Hot reading is a technique used when giving a psychic reading in stage magic performances, or in other contexts. In hot reading, the reader uses information about the person receiving the reading (for example, from background research or overhearing a conversation) which the receiver is not aware that the reader already knows. Hot reading is commonly used in conjunction with cold reading (where no previously gathered information is used) and can explain how a psychic reader can get a specific claimed "hit" of accurate information.[1]

This technique is used by some television psychics in conjunction with cold reading.[2] The psychics may have clients schedule their appearance ahead of time, and then collect information using collaborators who pose as religious missionaries, magazine sales people, or similar roles.[3] Such visitors can gain a wide understanding of a person from examining their home, where tickets for the show may have been sent in advance. The "psychic" may then be briefed on the information, and told where the person will sit in the audience.[4]


There are many methods that involve hot reading. In 1938, the magician John Mulholland wrote:[5]

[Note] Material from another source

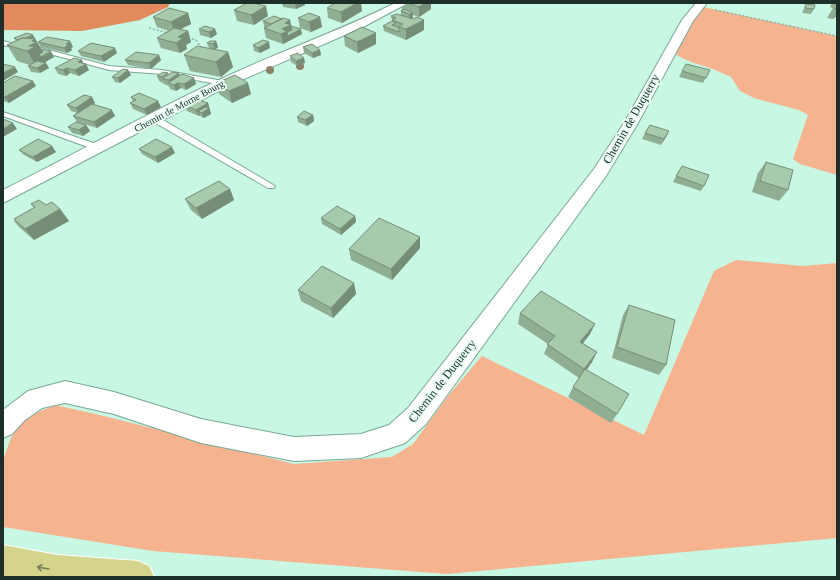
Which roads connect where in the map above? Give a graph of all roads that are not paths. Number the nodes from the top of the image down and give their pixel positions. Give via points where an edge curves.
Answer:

Where do the mediums get the information? It is very easy. Look the person up in a telephone book. Talk to the corner grocer. Go to the house and try to sell a magazine subscription. Talk to the neighbours. Talk to the servants if there are any. If it is a small city go to the cemetery and look at the tombstones. It has to be done carefully but it is very easy.

Commenting on mediums from the early 20th century, historian Ruth Brandon noted:[6]

There were a number of recognized methods in use. Some were very down-to-earth. When a medium visited a new town, he was advised to visit the local cemetery and make a note of names, dates, and any other information to be obtained from the tombstones. He might also consult the "Blue Book" for the area, a compilation circulated among mediums listing, for an increasing number of places, the names of leading spiritualists likely to attend seances, with descriptions, family histories, and details (deceased spouses, children, parents, etc.) and other information likely to be of use.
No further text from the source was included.